### Exercise requirements
Type out the lines below exactly, pictures excluded.

### The data

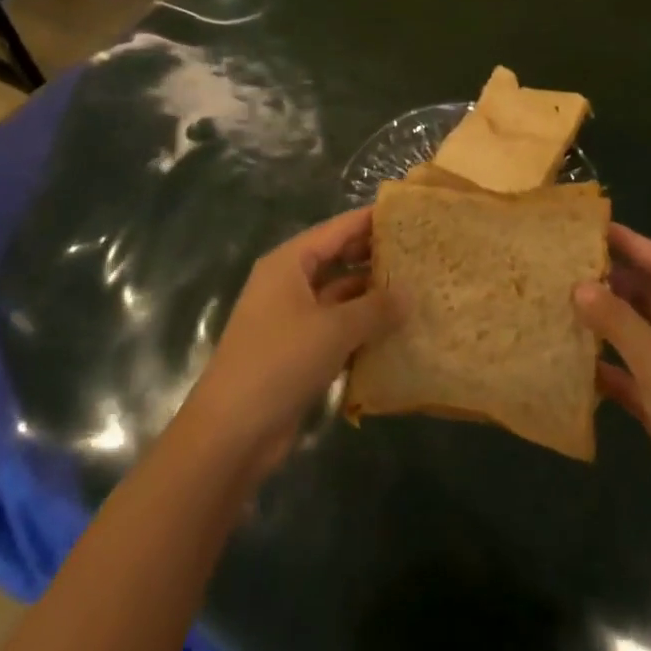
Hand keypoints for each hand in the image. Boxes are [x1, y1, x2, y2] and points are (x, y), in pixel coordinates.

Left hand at [176, 207, 403, 482]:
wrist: (230, 434)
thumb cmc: (280, 363)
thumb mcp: (334, 329)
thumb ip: (375, 308)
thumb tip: (410, 293)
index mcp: (290, 262)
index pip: (338, 229)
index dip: (372, 220)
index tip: (410, 215)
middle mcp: (289, 283)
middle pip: (338, 259)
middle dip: (375, 257)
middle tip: (420, 254)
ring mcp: (292, 319)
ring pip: (340, 296)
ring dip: (372, 296)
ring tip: (417, 291)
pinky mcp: (298, 351)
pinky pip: (336, 328)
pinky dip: (362, 328)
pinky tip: (396, 332)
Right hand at [574, 224, 650, 543]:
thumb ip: (617, 320)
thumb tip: (579, 285)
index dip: (634, 245)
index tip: (596, 227)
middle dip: (616, 283)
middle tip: (570, 263)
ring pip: (642, 336)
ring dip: (609, 323)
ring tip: (565, 301)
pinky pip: (634, 374)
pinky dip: (609, 365)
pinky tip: (575, 358)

### Reply to the task
Hand keypoints for each hand in the image. Boxes are [x1, y1, x2, y2] and points are (x, y), in pixel coordinates.

Left hand at [176, 207, 403, 482]:
wrist: (230, 434)
thumb cmc: (280, 363)
thumb mcp: (334, 329)
thumb ip: (375, 308)
thumb tip: (410, 293)
index mcp: (290, 262)
index pip: (338, 229)
index dip: (372, 220)
index tip: (410, 215)
middle mcp: (289, 283)
middle pip: (338, 259)
middle dip: (375, 257)
middle tip: (420, 254)
ring mcp: (292, 319)
ring pip: (340, 296)
ring dip: (372, 296)
ring tip: (417, 291)
pinky mcp: (298, 351)
pinky pip: (336, 328)
pinky dip: (362, 328)
pinky tip: (396, 332)
Right hand at [574, 224, 650, 543]:
thumb ip: (617, 320)
thumb tip: (579, 285)
index dip: (634, 245)
index tip: (596, 227)
middle dip: (616, 283)
middle tip: (570, 263)
ring pip: (642, 336)
ring dip: (609, 323)
ring tip: (565, 301)
pinky pip: (634, 374)
pinky dip: (609, 365)
pinky tip: (575, 358)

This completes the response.